*The task*: Check every line in the listing below for "Georges". Copy the ones where it occurs.

*Data*:
____

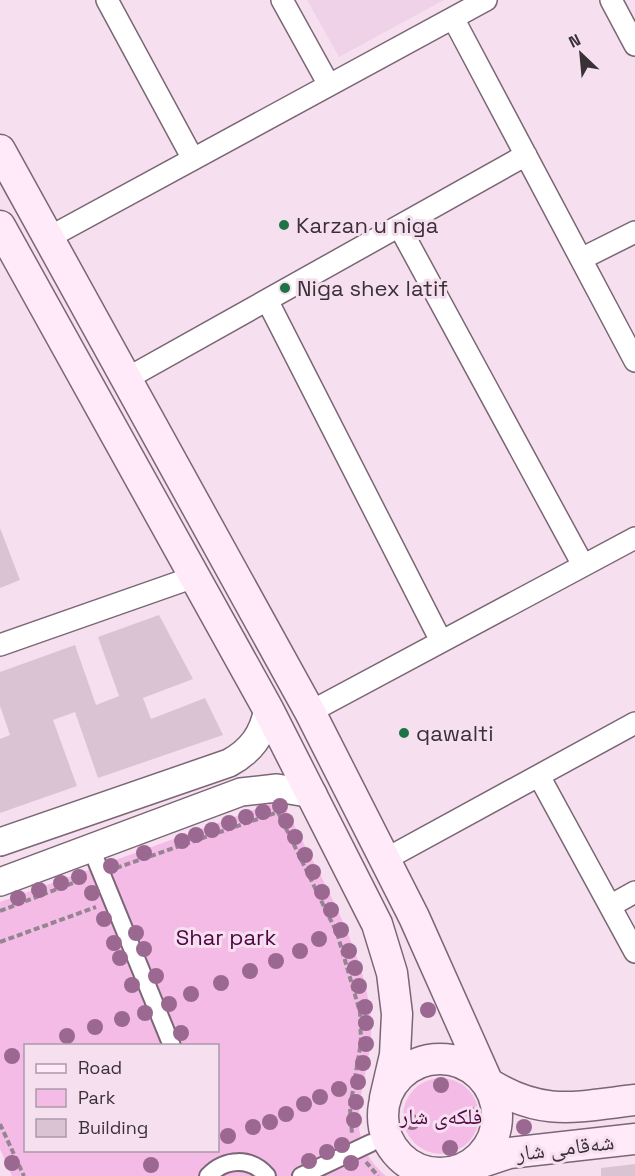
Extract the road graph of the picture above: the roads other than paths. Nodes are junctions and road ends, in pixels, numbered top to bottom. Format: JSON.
{"nodes":[{"id":1,"x":107,"y":0,"type":"edge"},
{"id":2,"x":282,"y":0,"type":"edge"},
{"id":3,"x":486,"y":0,"type":"edge"},
{"id":4,"x":610,"y":0,"type":"edge"},
{"id":5,"x":453,"y":18,"type":"junction"},
{"id":6,"x":635,"y":45,"type":"edge"},
{"id":7,"x":329,"y":86,"type":"junction"},
{"id":8,"x":0,"y":150,"type":"edge"},
{"id":9,"x":526,"y":155,"type":"junction"},
{"id":10,"x":193,"y":159,"type":"junction"},
{"id":11,"x":0,"y":226,"type":"edge"},
{"id":12,"x":400,"y":228,"type":"junction"},
{"id":13,"x":635,"y":232,"type":"edge"},
{"id":14,"x":48,"y":238,"type":"junction"},
{"id":15,"x":581,"y":260,"type":"junction"},
{"id":16,"x":268,"y":302,"type":"junction"},
{"id":17,"x":84,"y":304,"type":"junction"},
{"id":18,"x":53,"y":322,"type":"junction"},
{"id":19,"x":635,"y":361,"type":"edge"},
{"id":20,"x":122,"y":373,"type":"junction"},
{"id":21,"x":87,"y":383,"type":"junction"},
{"id":22,"x":635,"y":538,"type":"edge"},
{"id":23,"x":583,"y":565,"type":"junction"},
{"id":24,"x":194,"y":577,"type":"junction"},
{"id":25,"x":441,"y":641,"type":"junction"},
{"id":26,"x":0,"y":645,"type":"edge"},
{"id":27,"x":268,"y":709,"type":"junction"},
{"id":28,"x":310,"y":712,"type":"junction"},
{"id":29,"x":635,"y":723,"type":"edge"},
{"id":30,"x":229,"y":763,"type":"junction"},
{"id":31,"x":539,"y":776,"type":"junction"},
{"id":32,"x":240,"y":792,"type":"junction"},
{"id":33,"x":313,"y":794,"type":"junction"},
{"id":34,"x":0,"y":842,"type":"edge"},
{"id":35,"x":91,"y":848,"type":"junction"},
{"id":36,"x":386,"y":859,"type":"junction"},
{"id":37,"x":0,"y":882,"type":"edge"},
{"id":38,"x":635,"y":892,"type":"edge"},
{"id":39,"x":610,"y":906,"type":"junction"},
{"id":40,"x":635,"y":952,"type":"edge"},
{"id":41,"x":171,"y":1044,"type":"edge"},
{"id":42,"x":488,"y":1083,"type":"junction"},
{"id":43,"x":385,"y":1098,"type":"junction"},
{"id":44,"x":635,"y":1100,"type":"edge"},
{"id":45,"x":635,"y":1139,"type":"edge"},
{"id":46,"x":364,"y":1146,"type":"road end"},
{"id":47,"x":494,"y":1155,"type":"edge"},
{"id":48,"x":220,"y":1158,"type":"edge"},
{"id":49,"x":421,"y":1172,"type":"edge"},
{"id":50,"x":208,"y":1176,"type":"edge"},
{"id":51,"x":267,"y":1176,"type":"edge"},
{"id":52,"x":301,"y":1176,"type":"edge"}],
"edges":[{"from":1,"to":10,"type":"street"},
{"from":2,"to":7,"type":"street"},
{"from":3,"to":5,"type":"street"},
{"from":4,"to":6,"type":"street"},
{"from":5,"to":7,"type":"street"},
{"from":5,"to":9,"type":"street"},
{"from":7,"to":10,"type":"street"},
{"from":8,"to":14,"type":"main road"},
{"from":9,"to":12,"type":"street"},
{"from":9,"to":15,"type":"street"},
{"from":10,"to":14,"type":"street"},
{"from":11,"to":18,"type":"main road"},
{"from":12,"to":16,"type":"street"},
{"from":12,"to":23,"type":"street"},
{"from":13,"to":15,"type":"street"},
{"from":14,"to":17,"type":"main road"},
{"from":15,"to":19,"type":"street"},
{"from":16,"to":20,"type":"street"},
{"from":16,"to":25,"type":"street"},
{"from":17,"to":18,"type":"main road"},
{"from":17,"to":20,"type":"main road"},
{"from":18,"to":21,"type":"main road"},
{"from":20,"to":21,"type":"main road"},
{"from":20,"to":28,"type":"main road"},
{"from":21,"to":24,"type":"main road"},
{"from":22,"to":23,"type":"street"},
{"from":23,"to":25,"type":"street"},
{"from":24,"to":26,"type":"street"},
{"from":24,"to":27,"type":"main road"},
{"from":25,"to":28,"type":"street"},
{"from":27,"to":30,"type":"street"},
{"from":27,"to":33,"type":"main road"},
{"from":28,"to":36,"type":"main road"},
{"from":29,"to":31,"type":"street"},
{"from":30,"to":32,"type":"street"},
{"from":30,"to":34,"type":"street"},
{"from":31,"to":36,"type":"street"},
{"from":31,"to":39,"type":"street"},
{"from":32,"to":33,"type":"street"},
{"from":32,"to":35,"type":"street"},
{"from":33,"to":43,"type":"main road"},
{"from":35,"to":37,"type":"street"},
{"from":35,"to":41,"type":"street"},
{"from":36,"to":42,"type":"main road"},
{"from":38,"to":39,"type":"street"},
{"from":39,"to":40,"type":"street"},
{"from":42,"to":43,"type":"main road"},
{"from":42,"to":44,"type":"main road","name":"شەقامی شار"},
{"from":42,"to":47,"type":"main road"},
{"from":43,"to":49,"type":"main road"},
{"from":45,"to":47,"type":"main road","name":"شەقامی شار"},
{"from":46,"to":52,"type":"street"},
{"from":47,"to":49,"type":"main road","name":"شەقامی شار"},
{"from":48,"to":50,"type":"street"},
{"from":48,"to":51,"type":"street"}]}
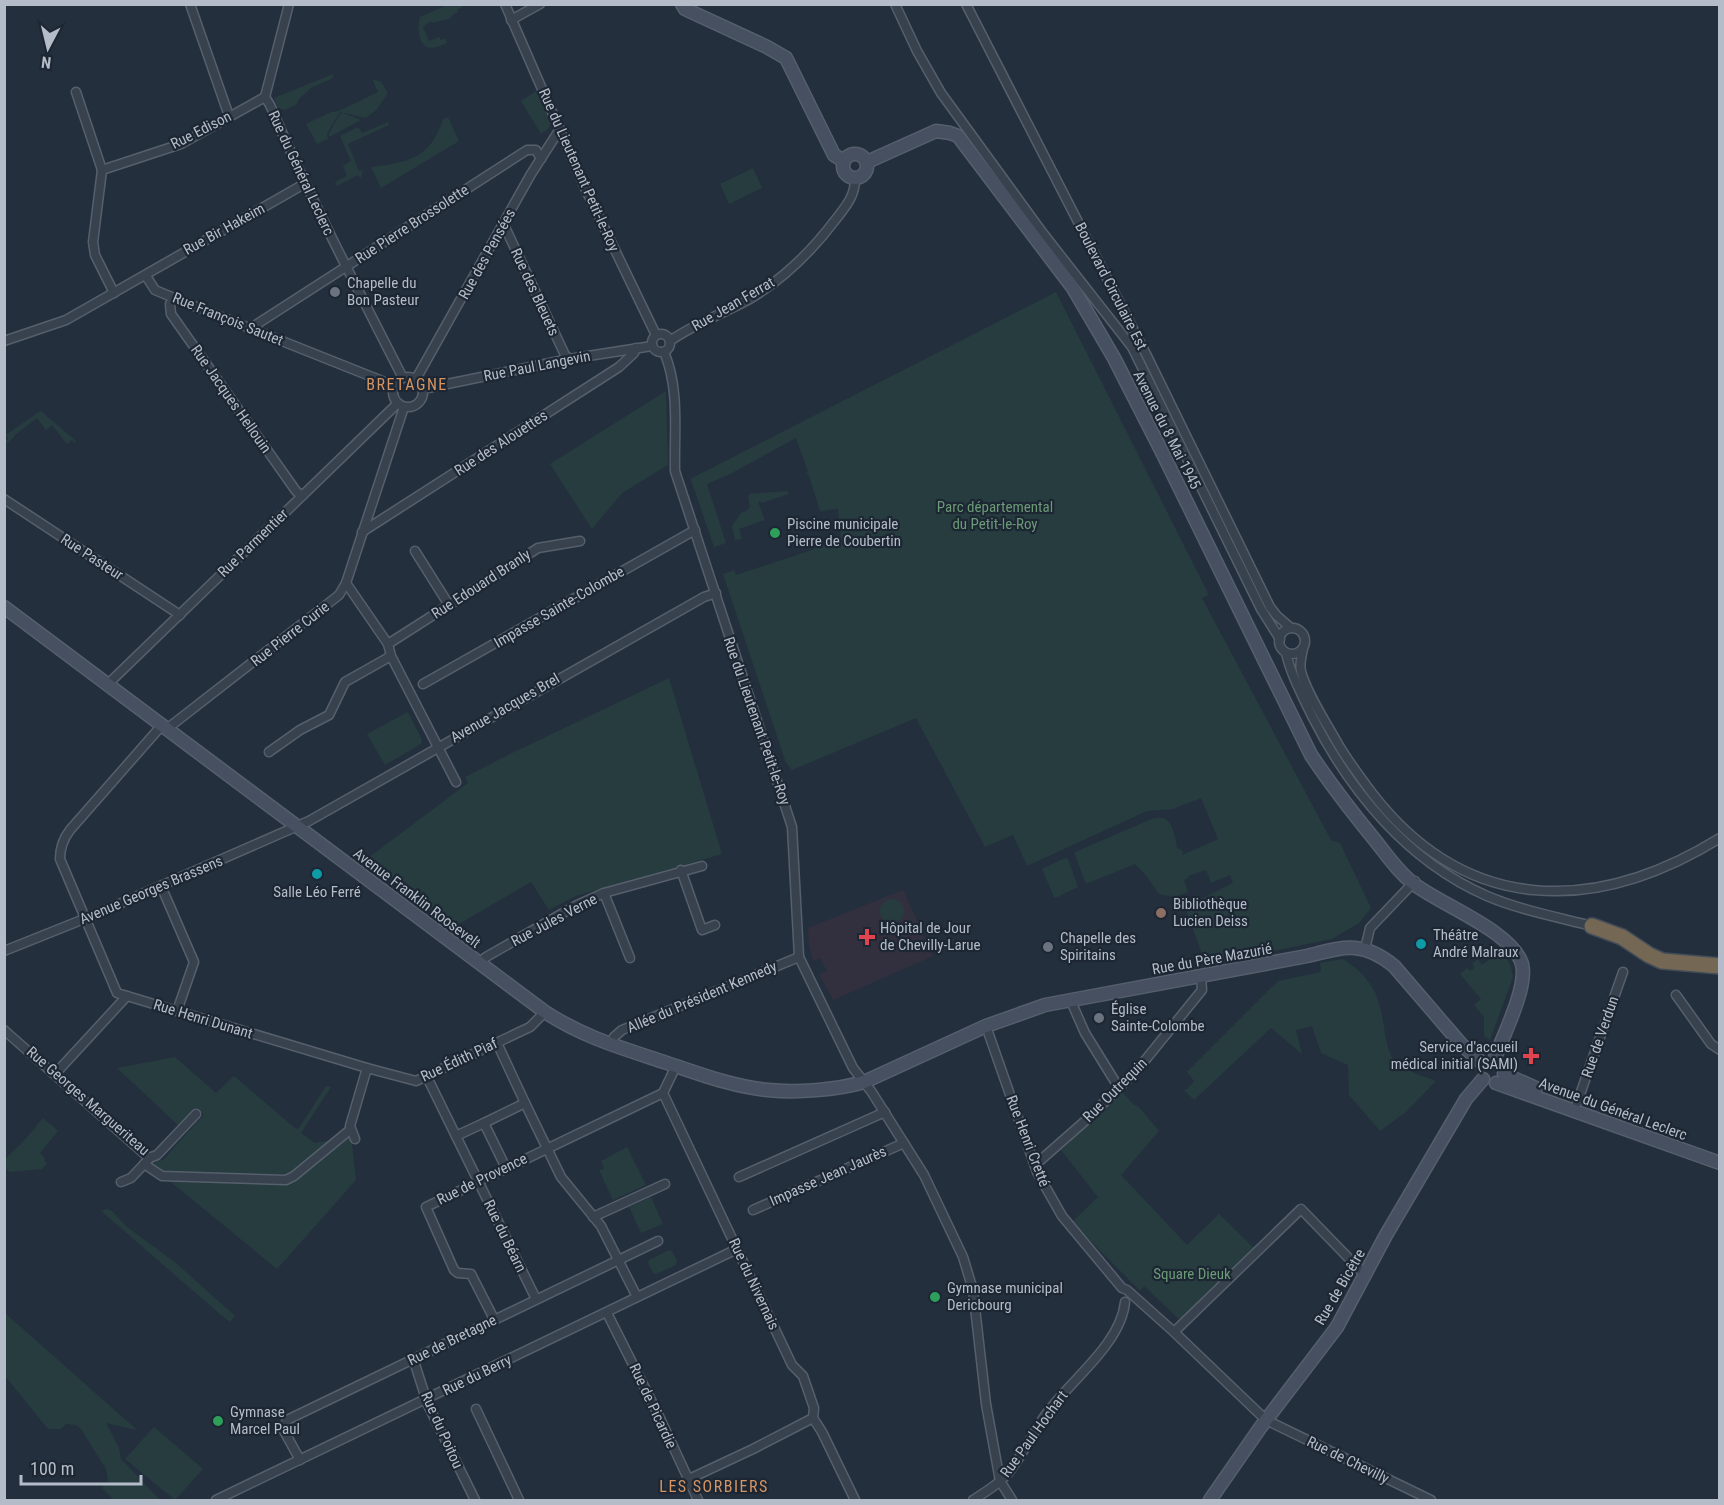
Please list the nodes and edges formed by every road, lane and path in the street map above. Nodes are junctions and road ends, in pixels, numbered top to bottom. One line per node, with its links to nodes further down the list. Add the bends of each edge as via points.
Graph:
1 (190, 4): 11 (street)
2 (505, 4): 8 (street, Rue du Lieutenant Petit-le-Roy)
3 (540, 4): 8 (street)
4 (682, 4): 14 (main road, via 685,9 786,58 834,155)
5 (895, 4): 49 (street, via 941,93 1137,356 1261,609)
6 (966, 4): 48 (street, Boulevard Circulaire Est, via 1143,348 1270,607)
7 (291, 6): 10 (street)
8 (511, 20): 12 (street, Rue du Lieutenant Petit-le-Roy)
9 (76, 92): 16 (street)
10 (264, 97): 11 (street, Rue Edison); 18 (street, Rue du Général Leclerc)
11 (229, 117): 16 (street, Rue Edison, via 181,144)
12 (560, 129): 13 (street, Rue des Pensées); 25 (street, Rue du Lieutenant Petit-le-Roy)
13 (541, 159): 19 (street, Rue des Pensées); 20 (street, Rue Pierre Brossolette, via 536,150 527,150)
14 (844, 161): 15 (main road, via 857,154); 17 (main road, via 845,173)
15 (867, 162): 17 (main road, via 865,175); 61 (main road, Avenue du 8 Mai 1945, via 936,131 957,136 1073,288 1162,452 1311,755)
16 (102, 170): 22 (street, via 93,242 95,255)
17 (855, 179): 26 (street, Rue Jean Ferrat, via 849,202 800,260 759,293)
18 (304, 184): 20 (street, Rue du Général Leclerc); 21 (street, Rue Bir Hakeim, via 152,269)
19 (504, 225): 31 (street, Rue des Bleuets); 33 (street, Rue des Pensées)
20 (347, 266): 24 (street, Rue Pierre Brossolette); 32 (street, Rue du Général Leclerc)
21 (146, 276): 22 (street); 23 (street, Rue François Sautet, via 155,290)
22 (114, 293): 27 (street, via 66,320)
23 (174, 298): 24 (street, Rue François Sautet); 37 (street, Rue Jacques Hellouin, via 171,314)
24 (251, 328): 34 (street, Rue François Sautet)
25 (656, 335): 26 (street, via 664,334); 28 (street)
26 (670, 340): 30 (street)
27 (4, 341)
28 (652, 346): 29 (street, Rue Paul Langevin); 30 (street, via 655,351)
29 (636, 348): 31 (street, Rue Paul Langevin); 40 (street, Rue des Alouettes, via 619,367)
30 (664, 352): 39 (street, Rue du Lieutenant Petit-le-Roy, via 675,410 675,471)
31 (568, 359): 35 (street, Rue Paul Langevin)
32 (403, 378): 33 (street); 34 (street)
33 (416, 379): 35 (street)
34 (395, 386): 36 (street, via 393,395)
35 (423, 389): 36 (street, via 422,399 414,406)
36 (401, 405): 37 (street, Rue Parmentier); 40 (street, Rue Pierre Curie)
37 (302, 496): 47 (street, Rue Parmentier)
38 (4, 500): 47 (street, Rue Pasteur)
39 (695, 530): 44 (street, Rue du Lieutenant Petit-le-Roy); 55 (street, Impasse Sainte-Colombe)
40 (362, 533): 43 (street, Rue Pierre Curie)
41 (580, 541): 45 (street, Rue Edouard Branly, via 538,548)
42 (415, 551): 45 (street)
43 (346, 583): 50 (street); 56 (street, Rue Pierre Curie, via 339,595)
44 (716, 593): 57 (street, Avenue Jacques Brel); 74 (street, Rue du Lieutenant Petit-le-Roy, via 792,827)
45 (449, 604): 50 (street, Rue Edouard Branly)
46 (4, 607): 54 (main road, Avenue Franklin Roosevelt)
47 (180, 615): 54 (street, Rue Parmentier)
48 (1291, 628): 49 (street); 51 (street, via 1303,634)
49 (1280, 639): 52 (street, via 1280,647)
50 (388, 644): 53 (street)
51 (1303, 648): 52 (street, via 1297,653); 62 (street, via 1302,674 1341,748 1385,810 1423,846 1472,875 1495,884 1540,892 1592,888 1668,866)
52 (1286, 652): 71 (street, via 1292,675 1316,724 1353,785 1418,854 1488,896)
53 (391, 656): 57 (street); 58 (street, via 345,682 329,715)
54 (108, 684): 56 (main road, Avenue Franklin Roosevelt)
55 (423, 684)
56 (165, 726): 60 (main road, Avenue Franklin Roosevelt); 69 (street, Rue Pierre Curie, via 105,788 64,838 60,859)
57 (438, 746): 59 (street); 60 (street, Avenue Jacques Brel)
58 (268, 752)
59 (456, 782)
60 (296, 827): 66 (street, Avenue Georges Brassens); 76 (main road, Avenue Franklin Roosevelt)
61 (1372, 837): 65 (main road, Avenue du 8 Mai 1945); 67 (main road, Avenue du 8 Mai 1945)
62 (1719, 838)
63 (702, 866): 64 (street, Rue Jules Verne)
64 (681, 870): 68 (street, Rue Jules Verne); 70 (street, via 702,930)
65 (1412, 882): 67 (street); 72 (street, via 1370,928); 92 (main road, Avenue du 8 Mai 1945, via 1506,941 1519,956 1523,984)
66 (161, 886): 69 (street, Avenue Georges Brassens); 83 (street, via 194,962)
67 (1436, 892): 92 (main road, Avenue du 8 Mai 1945, via 1510,936 1524,954 1528,984)
68 (604, 893): 75 (street); 76 (street, Rue Jules Verne)
69 (85, 918): 73 (street, Avenue Georges Brassens); 81 (street, via 117,993)
70 (715, 925)
71 (1592, 926): 77 (highway, via 1622,937 1662,961)
72 (1365, 949): 79 (main road, Rue du Père Mazurié, via 1342,948); 92 (main road, via 1394,966 1461,1044)
73 (4, 951)
74 (799, 957): 88 (street, Allée du Président Kennedy, via 622,1030); 95 (street, Rue du Lieutenant Petit-le-Roy, via 853,1068)
75 (630, 958)
76 (479, 963): 84 (main road, Avenue Franklin Roosevelt)
77 (1719, 966)
78 (1623, 972): 98 (street, Rue de Verdun)
79 (1201, 976): 82 (main road, Rue du Père Mazurié); 96 (street, Rue Outrequin, via 1202,990)
80 (1676, 995): 89 (street)
81 (127, 996): 83 (street, Rue Henri Dunant); 93 (street)
82 (1070, 999): 85 (main road, Rue du Père Mazurié); 96 (street, via 1084,1033)
83 (177, 1011): 91 (street, Rue Henri Dunant)
84 (545, 1012): 87 (street, Rue Édith Piaf, via 530,1027); 88 (main road, Avenue Franklin Roosevelt, via 579,1033)
85 (986, 1026): 95 (main road, Rue du Père Mazurié); 111 (street, Rue Henri Cretté)
86 (4, 1030): 93 (street, Rue Georges Margueriteau)
87 (497, 1043): 94 (street, Rue Édith Piaf); 99 (street)
88 (610, 1044): 90 (main road, Avenue Franklin Roosevelt)
89 (1719, 1050)
90 (676, 1066): 95 (main road, Avenue Franklin Roosevelt, via 730,1083 770,1090); 97 (street)
91 (367, 1068): 94 (street, Rue Édith Piaf, via 416,1081); 103 (street)
92 (1494, 1070): 98 (main road); 110 (main road, Avenue du Général Leclerc); 122 (main road, Rue de Bicêtre, via 1466,1099)
93 (55, 1074): 109 (street, Rue Georges Margueriteau)
94 (427, 1077): 104 (street, Rue du Béarn)
95 (864, 1082): 100 (street, Rue du Lieutenant Petit-le-Roy)
96 (1119, 1088): 111 (street, Rue Outrequin)
97 (663, 1093): 107 (street, Rue de Provence); 120 (street, Rue du Nivernais)
98 (1577, 1102): 108 (main road, via 1637,1129)
99 (525, 1103): 102 (street); 107 (street)
100 (885, 1112): 106 (street, Rue du Lieutenant Petit-le-Roy); 113 (street)
101 (196, 1114): 109 (street, Rue Georges Margueriteau)
102 (484, 1123): 104 (street); 112 (street)
103 (351, 1129): 105 (street); 109 (street, via 286,1180 162,1176)
104 (456, 1136): 115 (street, Rue du Béarn)
105 (355, 1139)
106 (904, 1143): 117 (street, Impasse Jean Jaurès); 136 (street, Rue du Lieutenant Petit-le-Roy, via 924,1175 963,1257 973,1290 986,1404)
107 (547, 1148): 112 (street, Rue de Provence); 118 (street, via 561,1177)
108 (1719, 1157)
109 (147, 1161): 114 (street, via 131,1178)
110 (1719, 1163)
111 (1035, 1165): 128 (street, Rue Henri Cretté, via 1062,1216 1122,1288)
112 (506, 1168): 115 (street, Rue de Provence)
113 (739, 1177)
114 (121, 1182)
115 (478, 1182): 124 (street, Rue du Béarn); 127 (street, Rue de Provence, via 426,1207 454,1270 471,1274)
116 (665, 1184): 118 (street)
117 (753, 1210)
118 (593, 1217): 121 (street)
119 (658, 1241): 121 (street, Rue de Bretagne)
120 (737, 1249): 123 (street, Rue du Berry); 132 (street, Rue du Nivernais, via 792,1365 802,1376 814,1408)
121 (616, 1260): 123 (street); 124 (street, Rue de Bretagne)
122 (1366, 1276): 128 (street, via 1301,1209); 133 (main road, Rue de Bicêtre, via 1337,1327)
123 (638, 1297): 126 (street, Rue du Berry)
124 (536, 1299): 127 (street, Rue de Bretagne)
125 (1125, 1302): 136 (street, Rue Paul Hochart, via 1114,1333 1051,1408)
126 (607, 1313): 130 (street, Rue du Berry); 135 (street, Rue de Picardie)
127 (494, 1319): 129 (street, Rue de Bretagne)
128 (1174, 1332): 133 (street, Rue de Chevilly)
129 (413, 1358): 130 (street, Rue du Poitou); 134 (street, Rue de Bretagne, via 286,1420 284,1429)
130 (426, 1399): 134 (street, Rue du Berry); 138 (street, Rue du Poitou)
131 (476, 1409): 139 (street)
132 (813, 1418): 135 (street); 141 (street, Rue du Nivernais)
133 (1266, 1420): 144 (main road, Rue de Bicêtre); 145 (street, Rue de Chevilly)
134 (300, 1460): 137 (street, Rue du Berry)
135 (689, 1479): 140 (street, Rue de Picardie)
136 (1000, 1481): 142 (street, Rue Paul Hochart); 143 (street)
137 (216, 1500)
138 (475, 1500)
139 (519, 1500)
140 (698, 1500)
141 (855, 1500)
142 (974, 1500)
143 (1012, 1500)
144 (1210, 1500)
145 (1431, 1500)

____

*Expected answer*:
60 (296, 827): 66 (street, Avenue Georges Brassens); 76 (main road, Avenue Franklin Roosevelt)
66 (161, 886): 69 (street, Avenue Georges Brassens); 83 (street, via 194,962)
69 (85, 918): 73 (street, Avenue Georges Brassens); 81 (street, via 117,993)
86 (4, 1030): 93 (street, Rue Georges Margueriteau)
93 (55, 1074): 109 (street, Rue Georges Margueriteau)
101 (196, 1114): 109 (street, Rue Georges Margueriteau)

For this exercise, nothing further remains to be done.